WHAT YOU SHOULD DO: Needed from the data below: every line from the one with "middle pip: (1215, 814)" up to and including the one with "pinky tip: (374, 164)", repeated exactly and with nothing else.

SOURCE MATERIAL:
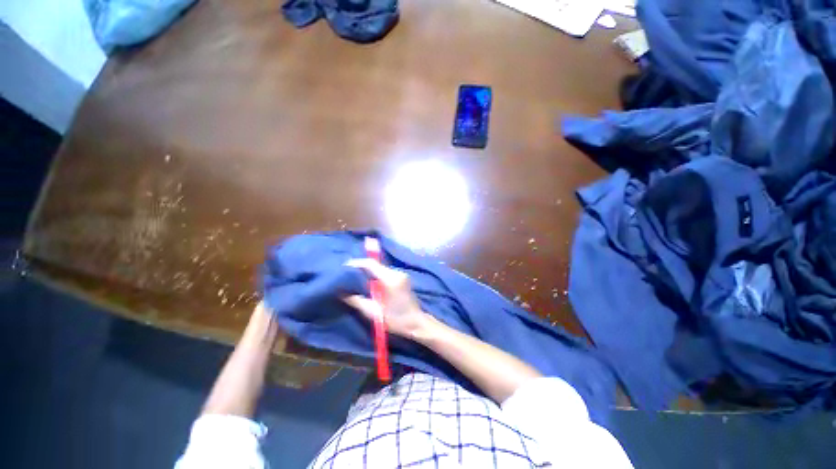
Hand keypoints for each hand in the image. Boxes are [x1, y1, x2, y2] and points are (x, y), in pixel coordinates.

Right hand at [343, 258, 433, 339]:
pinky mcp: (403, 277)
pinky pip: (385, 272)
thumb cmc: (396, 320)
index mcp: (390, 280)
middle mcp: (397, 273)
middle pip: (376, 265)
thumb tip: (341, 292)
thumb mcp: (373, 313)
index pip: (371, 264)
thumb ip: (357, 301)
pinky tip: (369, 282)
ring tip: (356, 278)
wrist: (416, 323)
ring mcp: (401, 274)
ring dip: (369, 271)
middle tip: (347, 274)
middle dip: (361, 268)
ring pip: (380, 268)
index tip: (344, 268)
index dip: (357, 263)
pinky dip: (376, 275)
==
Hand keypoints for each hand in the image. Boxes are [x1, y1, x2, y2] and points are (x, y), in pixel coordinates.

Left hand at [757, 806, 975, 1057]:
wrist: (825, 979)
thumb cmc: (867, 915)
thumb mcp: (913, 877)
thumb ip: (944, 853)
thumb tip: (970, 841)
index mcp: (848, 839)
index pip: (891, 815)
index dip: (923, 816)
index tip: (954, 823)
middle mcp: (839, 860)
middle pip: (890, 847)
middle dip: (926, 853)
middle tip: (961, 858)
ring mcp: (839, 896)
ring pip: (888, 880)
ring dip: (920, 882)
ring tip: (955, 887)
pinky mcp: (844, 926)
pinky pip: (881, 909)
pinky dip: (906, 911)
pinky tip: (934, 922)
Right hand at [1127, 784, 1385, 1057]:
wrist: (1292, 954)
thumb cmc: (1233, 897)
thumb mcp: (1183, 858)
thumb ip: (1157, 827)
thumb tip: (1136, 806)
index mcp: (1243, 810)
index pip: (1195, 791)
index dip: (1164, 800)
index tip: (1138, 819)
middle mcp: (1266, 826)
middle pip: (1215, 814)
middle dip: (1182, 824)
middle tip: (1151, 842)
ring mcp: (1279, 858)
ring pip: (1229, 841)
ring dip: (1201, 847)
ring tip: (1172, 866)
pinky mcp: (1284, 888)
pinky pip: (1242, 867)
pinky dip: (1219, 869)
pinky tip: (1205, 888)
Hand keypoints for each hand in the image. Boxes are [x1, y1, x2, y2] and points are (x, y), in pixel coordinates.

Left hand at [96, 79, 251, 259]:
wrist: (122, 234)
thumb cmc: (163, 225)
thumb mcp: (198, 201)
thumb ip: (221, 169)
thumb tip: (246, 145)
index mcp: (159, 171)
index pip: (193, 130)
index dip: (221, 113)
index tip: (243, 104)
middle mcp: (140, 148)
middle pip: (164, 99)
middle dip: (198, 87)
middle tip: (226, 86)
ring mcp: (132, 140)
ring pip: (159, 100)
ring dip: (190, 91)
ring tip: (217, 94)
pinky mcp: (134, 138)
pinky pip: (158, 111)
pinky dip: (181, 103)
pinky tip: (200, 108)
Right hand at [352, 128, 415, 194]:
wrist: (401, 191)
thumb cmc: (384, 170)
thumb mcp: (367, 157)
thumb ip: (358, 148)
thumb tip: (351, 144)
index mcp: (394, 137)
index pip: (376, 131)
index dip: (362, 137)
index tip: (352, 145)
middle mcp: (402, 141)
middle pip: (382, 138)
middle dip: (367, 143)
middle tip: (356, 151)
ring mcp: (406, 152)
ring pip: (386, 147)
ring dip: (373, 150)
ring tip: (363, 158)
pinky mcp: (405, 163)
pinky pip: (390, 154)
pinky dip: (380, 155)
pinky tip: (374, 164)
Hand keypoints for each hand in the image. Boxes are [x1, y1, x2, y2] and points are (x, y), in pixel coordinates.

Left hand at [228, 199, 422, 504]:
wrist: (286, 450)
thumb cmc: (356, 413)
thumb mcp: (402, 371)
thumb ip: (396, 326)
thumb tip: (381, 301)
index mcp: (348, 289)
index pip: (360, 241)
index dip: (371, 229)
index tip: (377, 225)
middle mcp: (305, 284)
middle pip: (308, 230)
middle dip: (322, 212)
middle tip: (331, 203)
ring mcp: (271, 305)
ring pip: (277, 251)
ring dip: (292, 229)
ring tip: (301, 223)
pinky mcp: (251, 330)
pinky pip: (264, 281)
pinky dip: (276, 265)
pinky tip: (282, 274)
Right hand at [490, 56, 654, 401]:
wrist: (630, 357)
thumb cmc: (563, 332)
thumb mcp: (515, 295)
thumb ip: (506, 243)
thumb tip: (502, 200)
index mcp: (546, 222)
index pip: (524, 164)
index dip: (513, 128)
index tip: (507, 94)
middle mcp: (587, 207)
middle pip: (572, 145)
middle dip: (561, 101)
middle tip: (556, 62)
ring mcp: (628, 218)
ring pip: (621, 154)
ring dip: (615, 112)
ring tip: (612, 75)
==
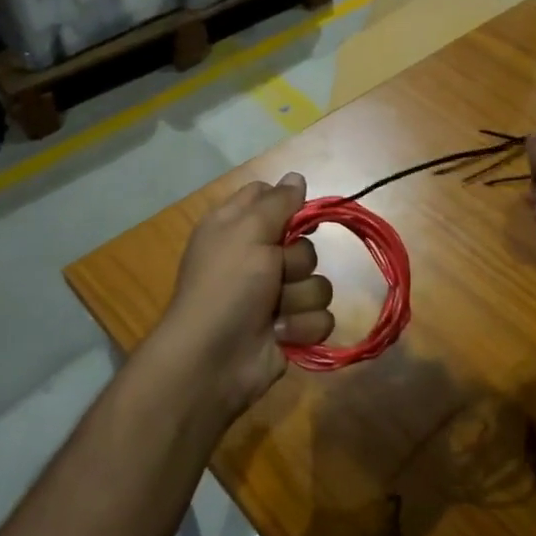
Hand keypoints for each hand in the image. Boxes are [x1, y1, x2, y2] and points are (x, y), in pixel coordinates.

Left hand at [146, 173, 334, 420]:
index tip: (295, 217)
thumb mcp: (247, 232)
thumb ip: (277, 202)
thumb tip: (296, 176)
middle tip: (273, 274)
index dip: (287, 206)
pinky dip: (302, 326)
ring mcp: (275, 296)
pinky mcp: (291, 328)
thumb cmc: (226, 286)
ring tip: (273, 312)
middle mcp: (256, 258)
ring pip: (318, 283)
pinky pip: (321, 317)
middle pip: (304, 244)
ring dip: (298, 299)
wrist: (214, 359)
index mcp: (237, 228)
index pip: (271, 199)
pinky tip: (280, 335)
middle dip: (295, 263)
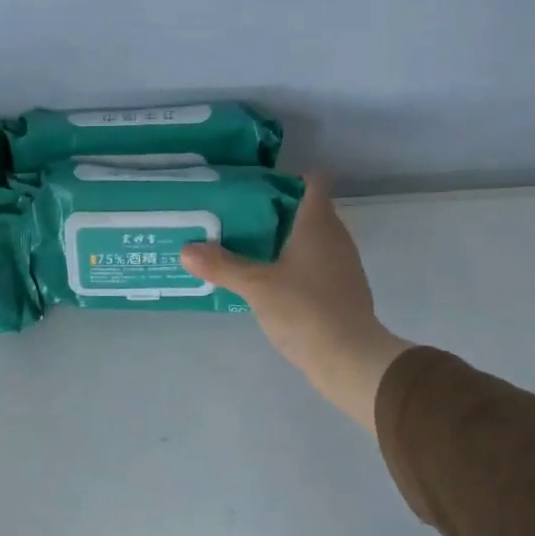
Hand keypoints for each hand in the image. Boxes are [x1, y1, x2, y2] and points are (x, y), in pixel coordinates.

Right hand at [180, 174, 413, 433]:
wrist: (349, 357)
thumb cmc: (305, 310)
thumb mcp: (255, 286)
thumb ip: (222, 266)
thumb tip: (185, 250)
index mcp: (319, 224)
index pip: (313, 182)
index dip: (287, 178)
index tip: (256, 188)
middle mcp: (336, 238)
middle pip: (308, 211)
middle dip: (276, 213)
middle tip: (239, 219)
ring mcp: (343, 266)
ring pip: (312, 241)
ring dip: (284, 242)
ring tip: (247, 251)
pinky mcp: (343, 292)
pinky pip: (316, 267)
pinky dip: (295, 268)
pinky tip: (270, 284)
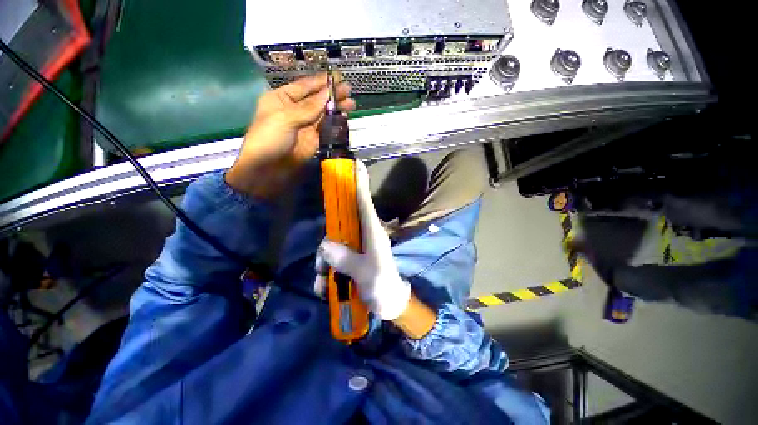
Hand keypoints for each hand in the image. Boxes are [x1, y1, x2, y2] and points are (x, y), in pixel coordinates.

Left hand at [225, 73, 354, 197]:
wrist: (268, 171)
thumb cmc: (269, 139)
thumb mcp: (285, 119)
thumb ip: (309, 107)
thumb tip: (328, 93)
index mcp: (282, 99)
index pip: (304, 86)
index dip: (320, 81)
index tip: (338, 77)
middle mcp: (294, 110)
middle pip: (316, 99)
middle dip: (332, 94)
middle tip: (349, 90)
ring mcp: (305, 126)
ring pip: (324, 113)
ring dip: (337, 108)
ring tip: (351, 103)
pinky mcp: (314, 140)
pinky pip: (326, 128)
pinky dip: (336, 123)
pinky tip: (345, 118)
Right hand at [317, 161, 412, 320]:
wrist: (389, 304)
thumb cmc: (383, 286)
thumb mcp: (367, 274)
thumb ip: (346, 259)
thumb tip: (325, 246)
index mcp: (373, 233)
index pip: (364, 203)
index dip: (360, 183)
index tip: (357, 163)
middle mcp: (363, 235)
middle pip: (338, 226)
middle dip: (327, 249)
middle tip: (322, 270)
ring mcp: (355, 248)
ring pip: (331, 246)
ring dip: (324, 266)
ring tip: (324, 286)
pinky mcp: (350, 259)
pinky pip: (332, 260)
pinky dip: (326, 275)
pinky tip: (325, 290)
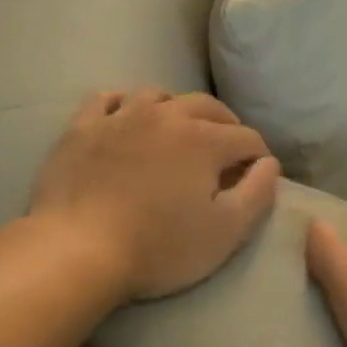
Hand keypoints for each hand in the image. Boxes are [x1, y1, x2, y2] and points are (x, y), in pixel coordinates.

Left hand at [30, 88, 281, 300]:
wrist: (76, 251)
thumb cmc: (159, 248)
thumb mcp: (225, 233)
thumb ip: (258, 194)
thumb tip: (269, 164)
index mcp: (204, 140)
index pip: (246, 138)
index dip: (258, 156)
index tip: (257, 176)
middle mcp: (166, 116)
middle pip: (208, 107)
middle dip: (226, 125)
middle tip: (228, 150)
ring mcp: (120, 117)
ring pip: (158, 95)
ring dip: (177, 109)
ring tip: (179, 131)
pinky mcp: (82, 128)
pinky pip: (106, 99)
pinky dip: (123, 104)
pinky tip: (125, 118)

ANSWER TO THIS EXERCISE:
middle pip: (1215, 814)
middle dip: (1182, 824)
middle tip: (1151, 842)
ring mcp: (1279, 858)
ring pip: (1229, 841)
ring dip: (1201, 847)
ring tip: (1172, 866)
pinky mcp: (1284, 888)
pinky pip: (1242, 867)
pinky dip: (1219, 869)
pinky tip: (1205, 888)
Hand keypoints for each hand in the image. Boxes are [x1, y1, x2, y2] and points are (x, y), in pixel coordinates.

Left hand at [96, 79, 251, 259]:
wrist: (122, 234)
thumb cmc: (163, 225)
thumb mcp: (198, 201)
thumb ip: (221, 169)
thumb tip: (246, 145)
index mcp: (159, 171)
index pip: (193, 130)
index dip: (221, 113)
index tip: (243, 104)
middle mcp: (140, 148)
middle pip: (164, 99)
middle dip: (198, 87)
middle tip: (226, 86)
ring mcp: (132, 140)
ring pip: (159, 100)
ring dip: (190, 91)
ring tip: (217, 94)
pinky mcp: (134, 138)
pinky pip: (158, 111)
pinky dip: (181, 103)
pinky tip: (200, 108)
Right hand at [352, 128, 415, 194]:
wrist: (401, 191)
thumb cmc: (384, 170)
thumb mcp: (367, 157)
thumb ip: (358, 148)
thumb tip: (351, 144)
index mcp: (394, 137)
index pip: (376, 131)
index dip: (362, 137)
index tip: (352, 145)
middle mcp: (402, 141)
middle pip: (382, 138)
middle dip: (367, 143)
middle tip: (356, 151)
ring mcp: (406, 152)
ring pip: (386, 147)
ring dip: (373, 150)
ring tip: (363, 158)
pinky mcp: (405, 163)
pinky pip: (390, 154)
pinky dip: (380, 155)
pinky tip: (374, 164)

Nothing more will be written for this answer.